There is a recent paper that was published (Korporal et al. Interferon beta-induced restoration of regulatory T-cell function in multiple sclerosis is prompted by an increase in newly generated naive regulatory T cells. Arch Neurol. 2008 Nov;65(11):1434-9) assessing Treg activity in 18 healthy volunteers and 20 patients with relapse-remitting multiple sclerosis. 

When comparing Treg activity between the healthy volunteers and the relapse remitting multiple sclerosis patients they found that ability of Treg to suppress immune response was deficient in the multiple sclerosis patients as compared to controls.

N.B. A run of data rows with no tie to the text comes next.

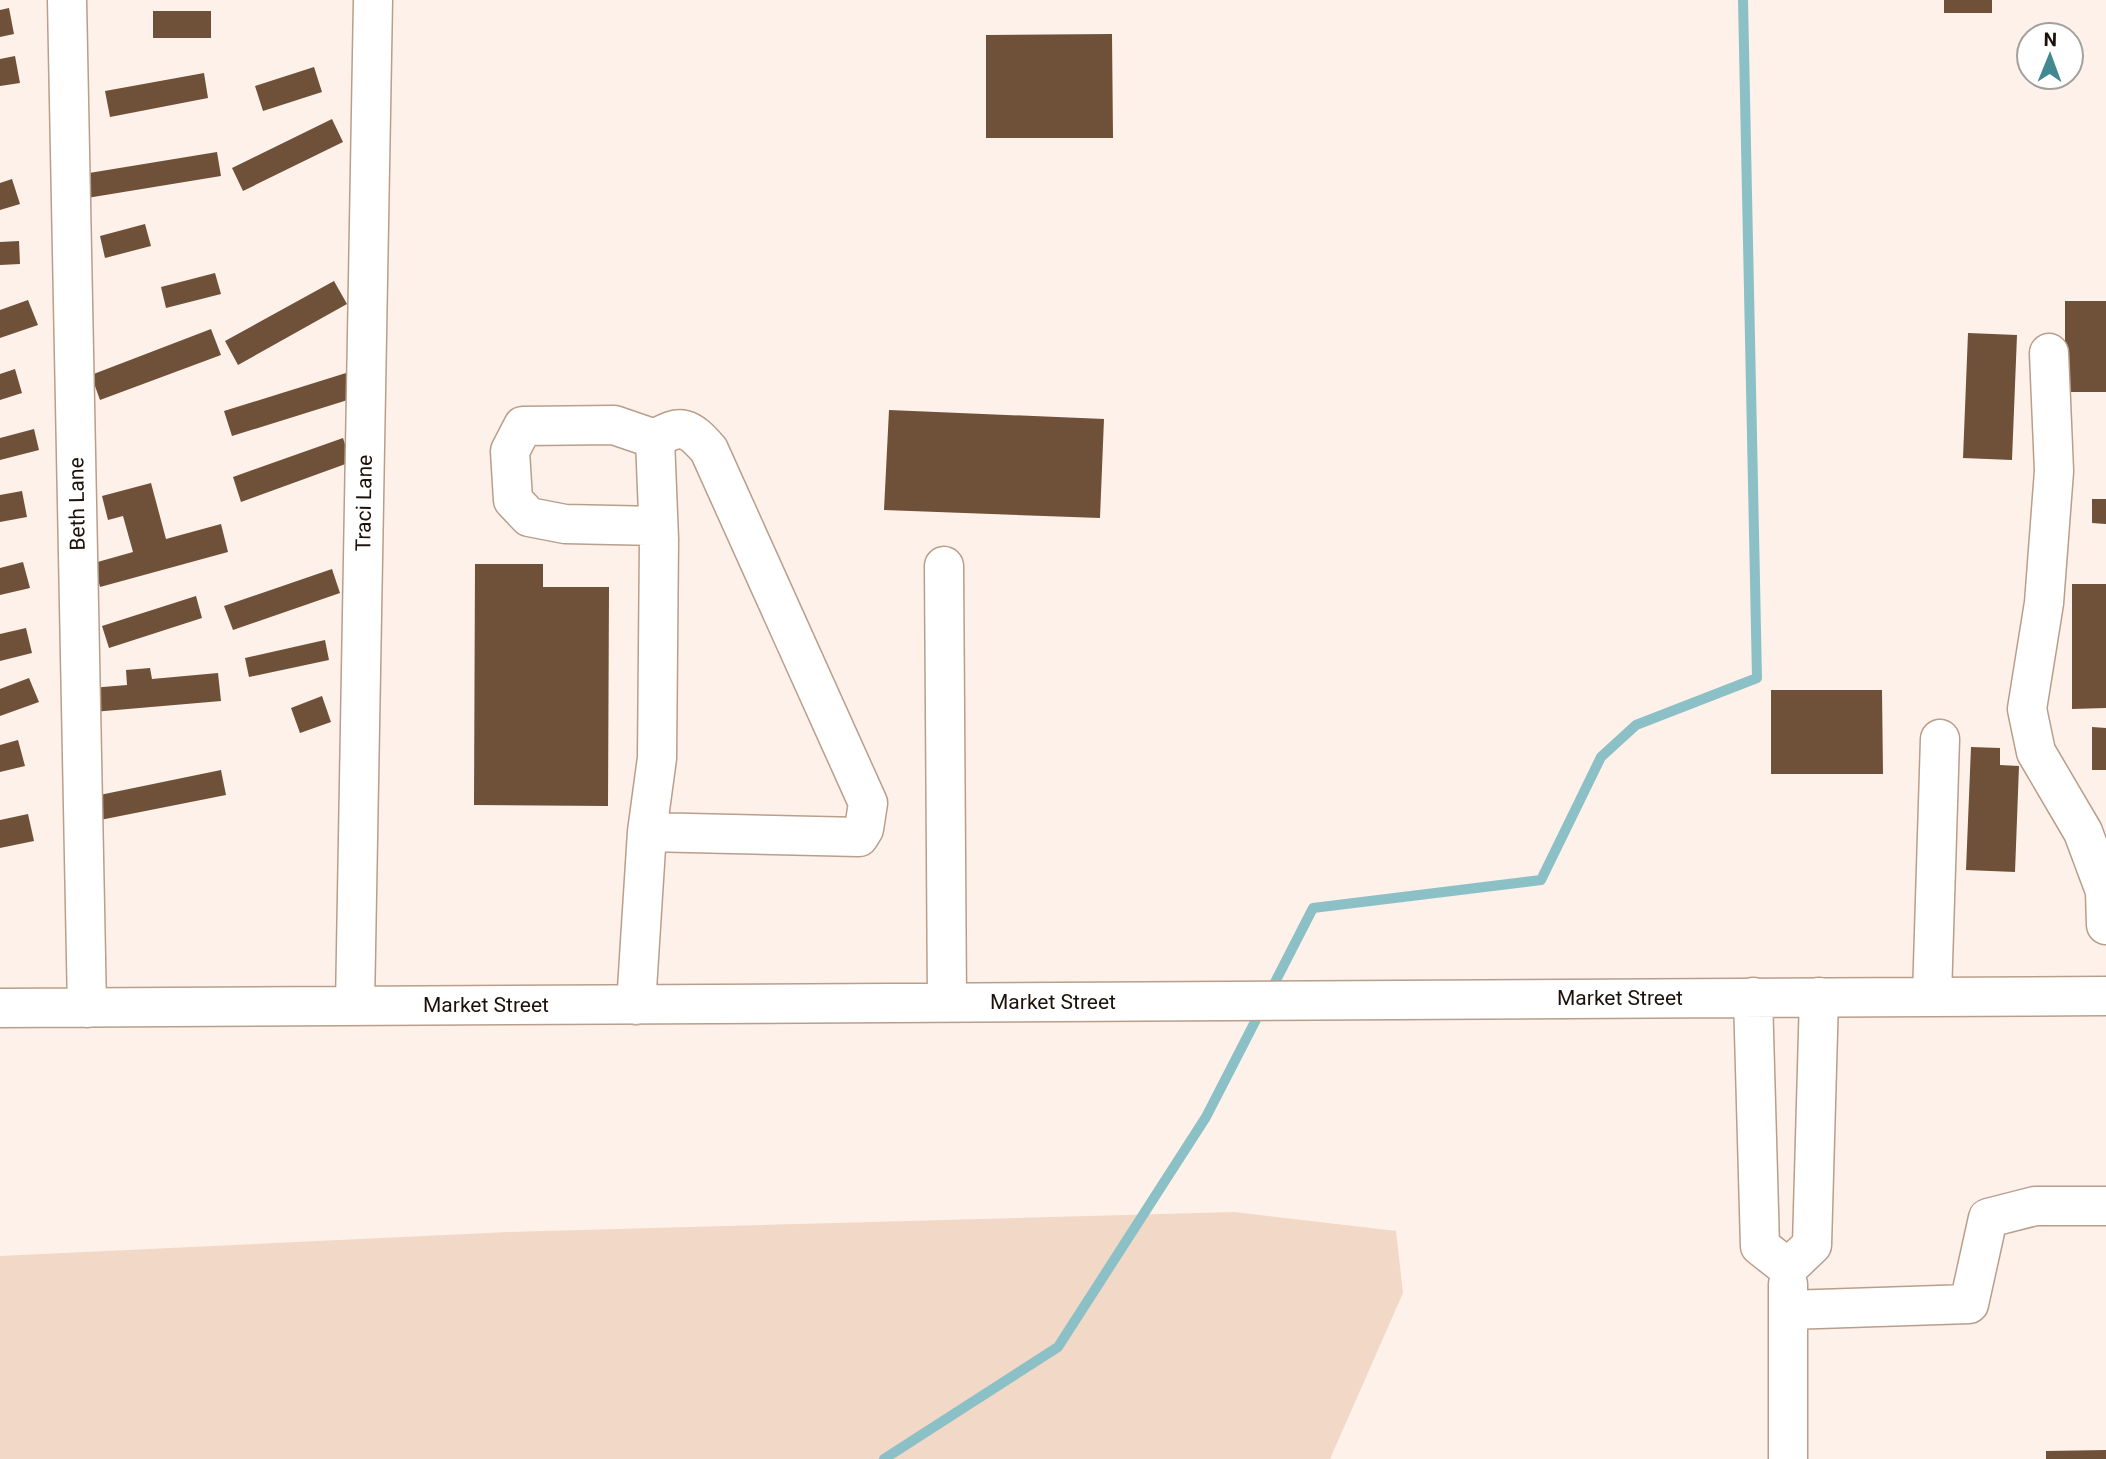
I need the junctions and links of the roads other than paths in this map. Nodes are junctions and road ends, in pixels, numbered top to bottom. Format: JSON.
{"nodes":[{"id":1,"x":67,"y":0,"type":"edge"},
{"id":2,"x":373,"y":0,"type":"edge"},
{"id":3,"x":2049,"y":353,"type":"dead end"},
{"id":4,"x":654,"y":439,"type":"junction"},
{"id":5,"x":658,"y":526,"type":"junction"},
{"id":6,"x":944,"y":566,"type":"dead end"},
{"id":7,"x":1940,"y":739,"type":"dead end"},
{"id":8,"x":647,"y":832,"type":"junction"},
{"id":9,"x":2106,"y":925,"type":"edge"},
{"id":10,"x":1932,"y":996,"type":"junction"},
{"id":11,"x":2106,"y":996,"type":"edge"},
{"id":12,"x":1819,"y":997,"type":"junction"},
{"id":13,"x":1753,"y":998,"type":"junction"},
{"id":14,"x":947,"y":1002,"type":"junction"},
{"id":15,"x":636,"y":1005,"type":"junction"},
{"id":16,"x":355,"y":1006,"type":"junction"},
{"id":17,"x":0,"y":1008,"type":"edge"},
{"id":18,"x":87,"y":1008,"type":"junction"},
{"id":19,"x":2106,"y":1206,"type":"edge"},
{"id":20,"x":1788,"y":1268,"type":"junction"},
{"id":21,"x":1788,"y":1310,"type":"junction"},
{"id":22,"x":1788,"y":1459,"type":"edge"}],
"edges":[{"from":1,"to":18,"type":"street","name":"Beth Lane"},
{"from":2,"to":16,"type":"street","name":"Traci Lane"},
{"from":3,"to":9,"type":"street"},
{"from":4,"to":5,"type":"street"},
{"from":4,"to":5,"type":"street"},
{"from":4,"to":8,"type":"street"},
{"from":5,"to":8,"type":"street"},
{"from":6,"to":14,"type":"street"},
{"from":7,"to":10,"type":"street"},
{"from":8,"to":15,"type":"street"},
{"from":10,"to":11,"type":"street","name":"Market Street"},
{"from":10,"to":12,"type":"street","name":"Market Street"},
{"from":12,"to":13,"type":"street","name":"Market Street"},
{"from":12,"to":20,"type":"street"},
{"from":13,"to":14,"type":"street","name":"Market Street"},
{"from":13,"to":20,"type":"street"},
{"from":14,"to":15,"type":"street","name":"Market Street"},
{"from":15,"to":16,"type":"street","name":"Market Street"},
{"from":16,"to":18,"type":"street","name":"Market Street"},
{"from":17,"to":18,"type":"street","name":"Market Street"},
{"from":19,"to":21,"type":"street"},
{"from":20,"to":21,"type":"street"},
{"from":21,"to":22,"type":"street"}]}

But the investigators then took the study a step further.  They assessed the Treg activity in patients before and after starting to take interferon beta therapy (Avonex is a type of interferon beta).  They found that both at 3 and 6 months after administration of interferon beta the suppressive activity of the Treg was restored to normal levels.  See figure below. 

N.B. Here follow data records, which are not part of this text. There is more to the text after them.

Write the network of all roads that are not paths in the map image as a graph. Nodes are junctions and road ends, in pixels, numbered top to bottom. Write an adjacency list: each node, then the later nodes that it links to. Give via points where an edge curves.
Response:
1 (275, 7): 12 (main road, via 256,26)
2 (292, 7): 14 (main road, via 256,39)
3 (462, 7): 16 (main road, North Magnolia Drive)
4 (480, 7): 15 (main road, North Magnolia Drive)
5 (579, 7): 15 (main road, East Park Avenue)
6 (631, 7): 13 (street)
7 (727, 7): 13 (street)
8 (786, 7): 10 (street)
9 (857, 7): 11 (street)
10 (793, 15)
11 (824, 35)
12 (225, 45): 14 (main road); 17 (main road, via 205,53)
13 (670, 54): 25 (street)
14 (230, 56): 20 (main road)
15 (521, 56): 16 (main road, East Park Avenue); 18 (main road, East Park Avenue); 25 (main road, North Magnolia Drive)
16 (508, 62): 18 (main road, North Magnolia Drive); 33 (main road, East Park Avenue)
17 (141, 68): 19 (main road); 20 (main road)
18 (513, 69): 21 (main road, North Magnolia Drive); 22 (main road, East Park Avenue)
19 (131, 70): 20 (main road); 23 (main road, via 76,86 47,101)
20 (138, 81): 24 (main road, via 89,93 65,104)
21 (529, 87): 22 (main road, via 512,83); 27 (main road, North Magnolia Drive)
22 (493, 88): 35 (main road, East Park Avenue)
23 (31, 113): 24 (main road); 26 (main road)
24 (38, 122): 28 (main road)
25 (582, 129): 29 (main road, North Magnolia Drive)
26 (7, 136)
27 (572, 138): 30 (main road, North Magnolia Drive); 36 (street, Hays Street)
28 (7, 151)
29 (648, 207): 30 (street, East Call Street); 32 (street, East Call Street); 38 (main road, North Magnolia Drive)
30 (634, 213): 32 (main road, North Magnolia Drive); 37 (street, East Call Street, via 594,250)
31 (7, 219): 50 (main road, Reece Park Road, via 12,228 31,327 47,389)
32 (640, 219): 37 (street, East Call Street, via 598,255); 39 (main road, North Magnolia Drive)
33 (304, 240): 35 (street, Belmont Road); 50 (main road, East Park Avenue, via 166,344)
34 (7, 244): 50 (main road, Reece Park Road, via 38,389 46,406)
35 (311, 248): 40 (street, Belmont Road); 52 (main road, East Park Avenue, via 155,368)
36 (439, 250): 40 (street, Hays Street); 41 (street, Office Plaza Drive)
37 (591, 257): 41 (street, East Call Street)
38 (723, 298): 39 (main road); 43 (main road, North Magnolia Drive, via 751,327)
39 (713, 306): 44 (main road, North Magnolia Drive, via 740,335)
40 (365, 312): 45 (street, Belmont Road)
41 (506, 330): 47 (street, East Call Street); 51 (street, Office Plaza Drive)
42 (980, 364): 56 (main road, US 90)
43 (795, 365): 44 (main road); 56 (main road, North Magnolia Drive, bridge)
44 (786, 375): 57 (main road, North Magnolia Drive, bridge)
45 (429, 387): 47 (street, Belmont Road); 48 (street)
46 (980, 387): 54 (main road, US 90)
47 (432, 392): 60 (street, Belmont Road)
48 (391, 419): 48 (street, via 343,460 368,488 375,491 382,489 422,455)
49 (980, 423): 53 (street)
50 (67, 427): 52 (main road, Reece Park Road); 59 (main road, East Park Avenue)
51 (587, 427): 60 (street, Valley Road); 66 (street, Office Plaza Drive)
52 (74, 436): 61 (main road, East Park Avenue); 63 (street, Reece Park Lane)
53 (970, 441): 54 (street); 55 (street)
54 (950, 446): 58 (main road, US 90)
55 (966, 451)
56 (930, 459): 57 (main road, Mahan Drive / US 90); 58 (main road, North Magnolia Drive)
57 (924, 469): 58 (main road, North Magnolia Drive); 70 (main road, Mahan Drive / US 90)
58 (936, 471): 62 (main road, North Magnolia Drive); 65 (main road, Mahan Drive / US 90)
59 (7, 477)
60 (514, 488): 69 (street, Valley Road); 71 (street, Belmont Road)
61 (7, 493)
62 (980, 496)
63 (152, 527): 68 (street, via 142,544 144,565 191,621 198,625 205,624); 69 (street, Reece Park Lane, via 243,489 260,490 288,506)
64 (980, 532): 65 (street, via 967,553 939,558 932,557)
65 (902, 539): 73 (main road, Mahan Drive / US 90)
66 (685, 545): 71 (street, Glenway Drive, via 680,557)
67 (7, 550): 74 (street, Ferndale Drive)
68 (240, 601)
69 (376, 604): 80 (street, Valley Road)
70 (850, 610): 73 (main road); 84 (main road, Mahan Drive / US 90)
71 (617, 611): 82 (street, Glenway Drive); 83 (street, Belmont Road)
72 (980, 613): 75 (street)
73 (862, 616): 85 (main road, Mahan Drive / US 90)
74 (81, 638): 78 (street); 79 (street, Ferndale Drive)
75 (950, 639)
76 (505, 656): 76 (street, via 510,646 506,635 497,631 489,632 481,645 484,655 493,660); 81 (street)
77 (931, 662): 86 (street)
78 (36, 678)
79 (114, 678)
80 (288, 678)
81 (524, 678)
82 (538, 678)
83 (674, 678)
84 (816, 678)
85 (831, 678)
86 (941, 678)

Restoration of Treg Activity after Interferon beta Therapy

Restoration of Treg Activity after Interferon beta Therapy

Given that mesenchymal stem cells have been demonstrated to induce Treg activity, and that adipose stem cells actually have high concentrations of Treg, two interesting questions arise.  Firstly, can interferon beta therapy synergize with stem cells?  Secondly, can autologous adipose stem cell therapy serve as a substitute for interferon beta therapy? 

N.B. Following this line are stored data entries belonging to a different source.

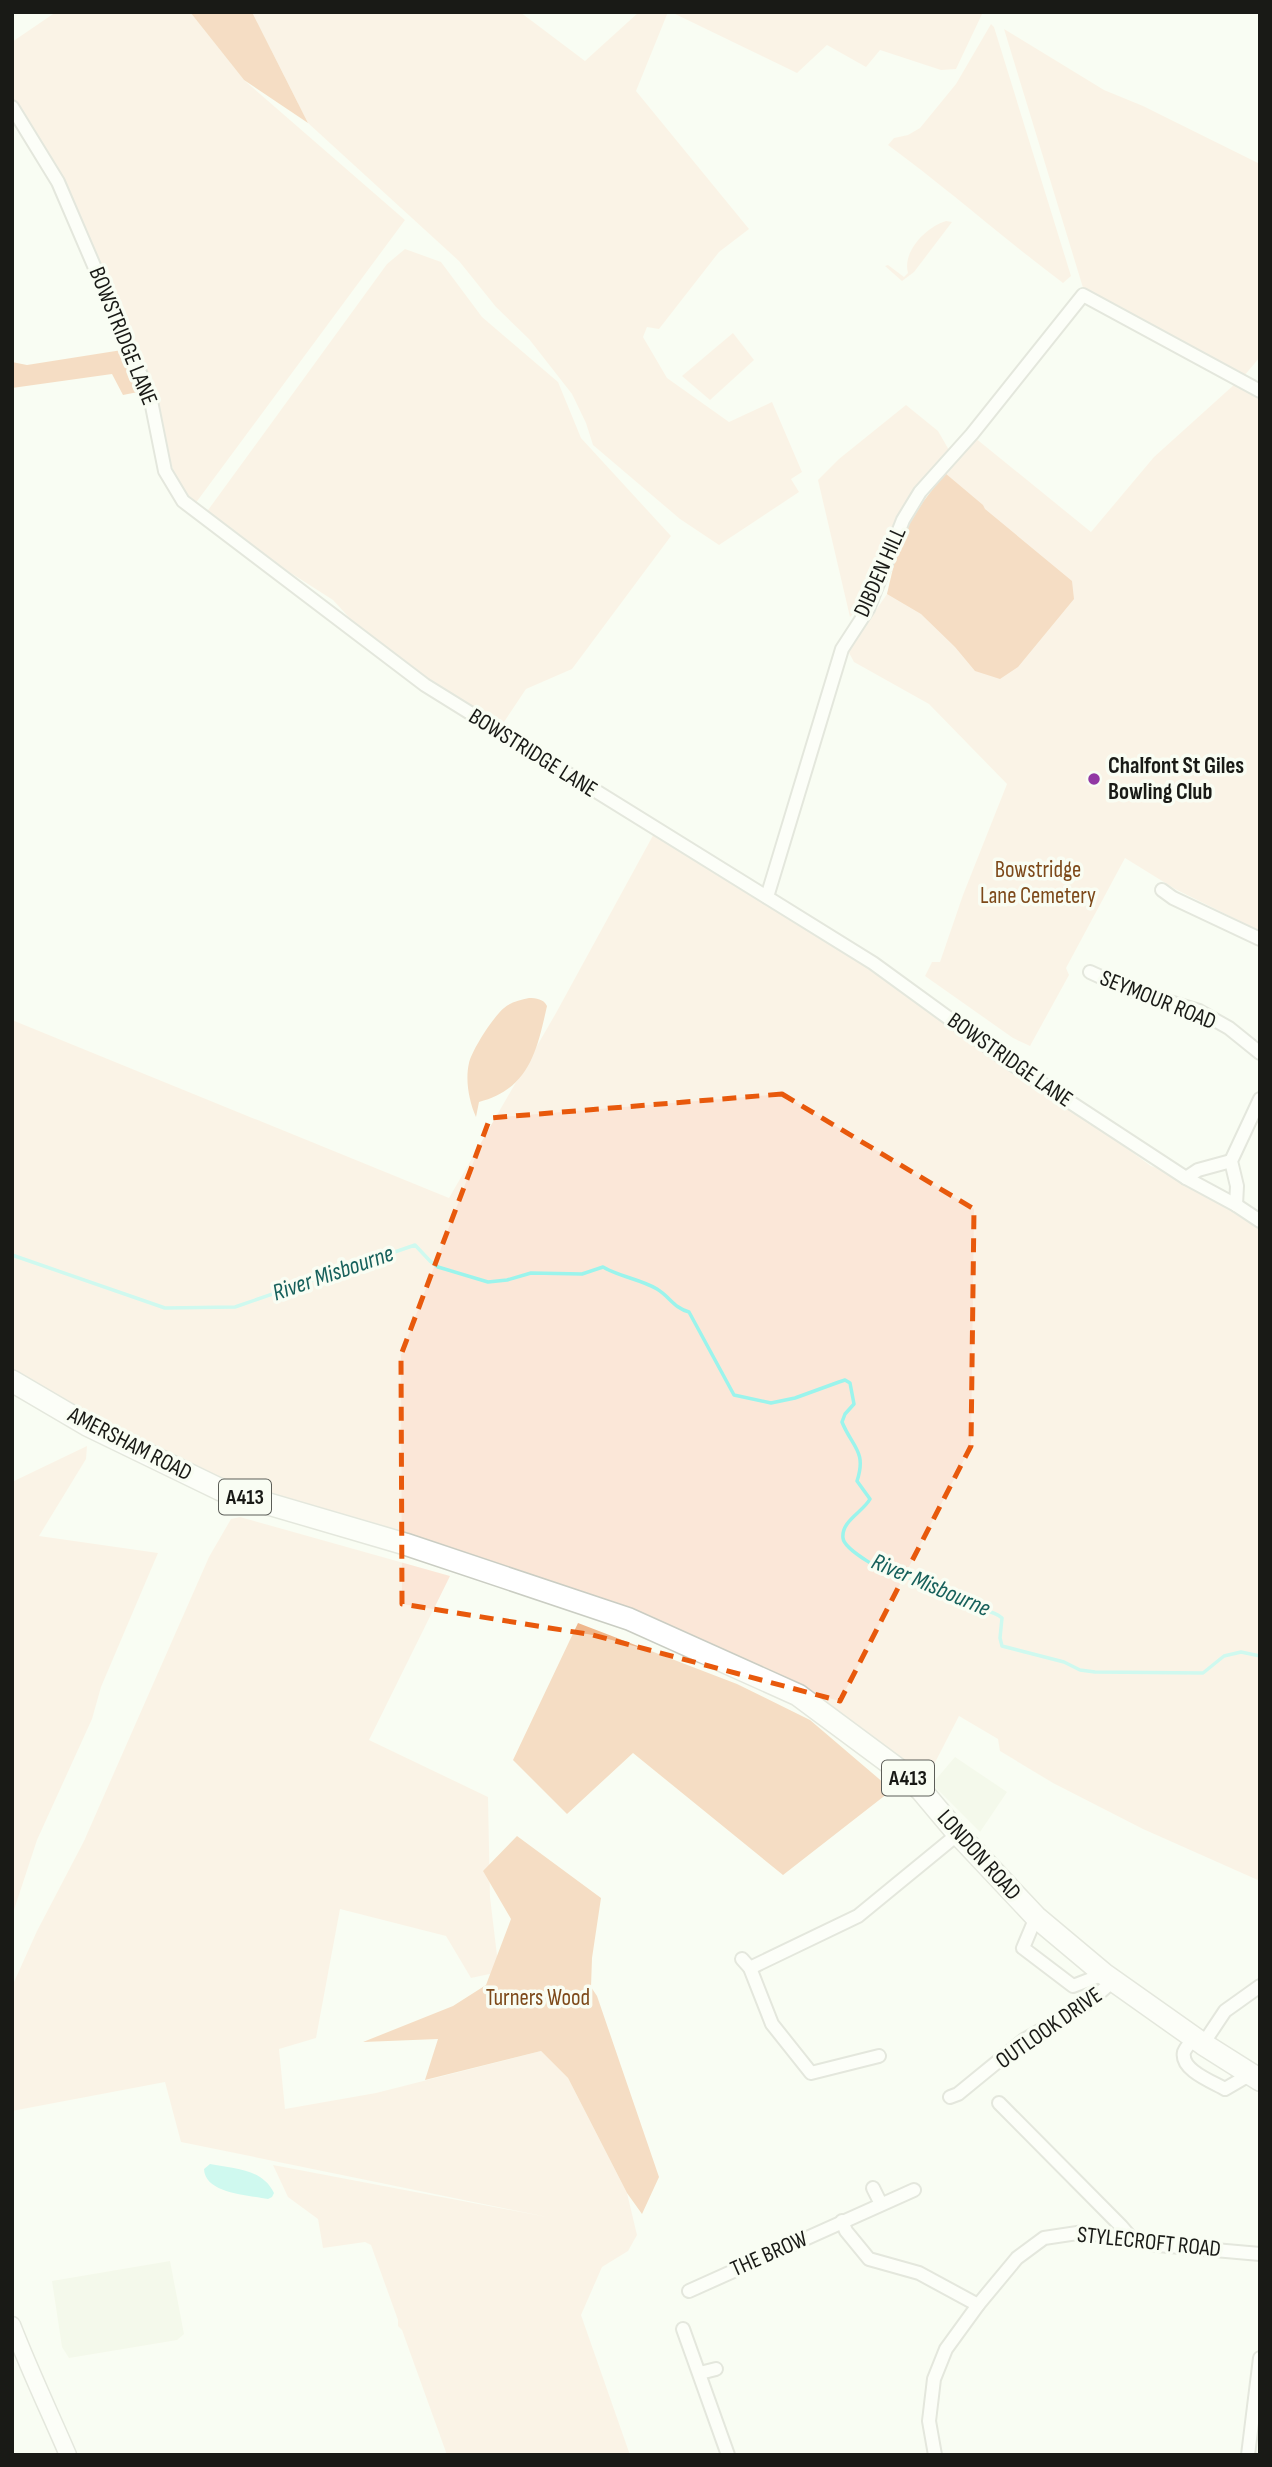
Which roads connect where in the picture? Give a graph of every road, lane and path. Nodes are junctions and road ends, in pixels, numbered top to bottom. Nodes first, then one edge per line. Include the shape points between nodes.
1 (12, 107) edge
2 (1260, 391) edge
3 (1162, 890) dead end
4 (767, 897) junction
5 (1260, 939) edge
6 (1090, 972) dead end
7 (1260, 1053) edge
8 (1260, 1099) edge
9 (1231, 1161) junction
10 (1186, 1178) junction
11 (1236, 1205) junction
12 (1260, 1221) edge
13 (12, 1381) edge
14 (494, 1573) joint
15 (958, 1834) junction
16 (1036, 1917) junction
17 (1108, 1978) junction
18 (1260, 1986) edge
19 (1198, 2041) junction
20 (879, 2056) dead end
21 (1255, 2077) edge
22 (950, 2098) dead end
23 (999, 2104) dead end
24 (873, 2188) dead end
25 (914, 2190) dead end
26 (881, 2204) junction
27 (842, 2221) junction
28 (1133, 2240) junction
29 (1260, 2254) edge
30 (705, 2298) dead end
31 (978, 2305) junction
32 (12, 2325) edge
33 (683, 2329) dead end
34 (1260, 2358) edge
35 (716, 2369) dead end
36 (700, 2373) junction
37 (68, 2455) edge
38 (728, 2455) edge
39 (935, 2455) edge
40 (1248, 2455) edge

1 - 4 street, BOWSTRIDGE LANE via 58,181 150,396 165,471 183,501 425,685
2 - 4 street, DIBDEN HILL via 1083,295 919,492 903,520 868,609 842,649
3 - 5 street
4 - 10 street, BOWSTRIDGE LANE via 873,963 1009,1062
6 - 7 street, SEYMOUR ROAD via 1127,989 1199,1011
8 - 9 street
9 - 10 street
9 - 11 street
10 - 11 street, BOWSTRIDGE LANE
11 - 12 street, BOWSTRIDGE LANE
13 - 14 highway, AMERSHAM ROAD / A413 via 87,1425 221,1490
14 - 15 highway, LONDON ROAD / A413 via 629,1619 797,1695 899,1770
15 - 16 highway, LONDON ROAD / A413
15 - 20 street via 858,1916 746,1964 772,2024 811,2073
16 - 17 highway, LONDON ROAD / A413
16 - 17 street via 1023,1948 1073,1986
17 - 19 highway, LONDON ROAD / A413
17 - 22 street, OUTLOOK DRIVE via 1088,2003 1024,2040
18 - 19 street via 1225,2011
19 - 21 highway, LONDON ROAD / A413
23 - 28 street
24 - 26 street
25 - 26 street, THE BROW
26 - 27 street, THE BROW
27 - 30 street, THE BROW via 693,2289
27 - 31 street via 869,2259 919,2273
28 - 29 street, STYLECROFT ROAD
28 - 31 street, STYLECROFT ROAD via 1084,2232 1044,2238 1017,2258
31 - 39 street, STYLECROFT ROAD via 946,2349 934,2379 929,2421
32 - 37 street
33 - 36 street
34 - 40 street
35 - 36 street
36 - 38 street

Other thoughts come to mind as well, such as, can if indeed Vitamin D is associated with Treg activity, would it synergize or antagonize the effects of interferon beta on the Treg and actually on the clinical situation?

Vitamin D Correlates With T Regulatory Cells in Multiple Sclerosis

Saturday, June 27th, 2009

We have previously discussed that one of the mechanisms by which mesenchymal stem cells may have therapeutic activity on multiple sclerosis is through stimulation of T regulatory cells.  In our publication we previously demonstrated that adipose derived cells, which are known to contain mesenchymal stem cells also contain high concentrations of T regulatory cells.

A recent publication (Royal et al. Peripheral blood regulatory T cell measurements correlate with serum vitamin D levels in patients with multiple sclerosis. J Neuroimmunol 2009 Jun 16) assessed circulating levels of 1, 25-dihydroxyvitamin D (1, 25-(OH)2 vitD) and 25-hydroxyvitamin D (25-OH vitD), which are metabolites of vitamin D.  Specifically, 25-OH VitD  (also called calcidiol) is made by chemical modification (hydroxylation) of VitD3 by the liver. Calcidiol made into the active form of vitamin D (calcitriol) by the kidney in a process mediated by the enzyme 25(OH)D-1 alpha hydroxylase. 

So there are two forms of vitamin D: a) Calcidiol and b) Calcitriol. 

The paper demonstrated a positive relationship between high levels of calcitriol and number of T regulatory cells were seen.

The possibility that Vitamin D is related to inhibiting multiple sclerosis comes from some other sources as well.  For example the paper (Correale et al. Immunomodulatory effects of Vitamin D in multiple sclerosis. Brain 2009 May;132(Pt 5):1146-60) makes the following interesting points:

1.  There are reports of diminished multiple sclerosis risk associated with sun exposure and use of Vitamin D supplements.

2.  Circulating levels of vitamin D have been associated with reduced risk.

3.  Out of 60 controls and 132 patients with multiple sclerosis the levels of Vitamin D, both calcitriol and calcidiol were lower as opposed to control.

4.  Patients during relapse had lower vitamin D.

5.  Calcitriol inhibited proliferation of T cells in vitro, stimulated IL-10, and reduced number of cells making IL-17.

6.  T cells can make calcidiol into calcitriol.

7.  Calcitriol increases indoleamine 2,3-dioxygenase activity.

8.  Calcitriol increases Treg cells in vitro.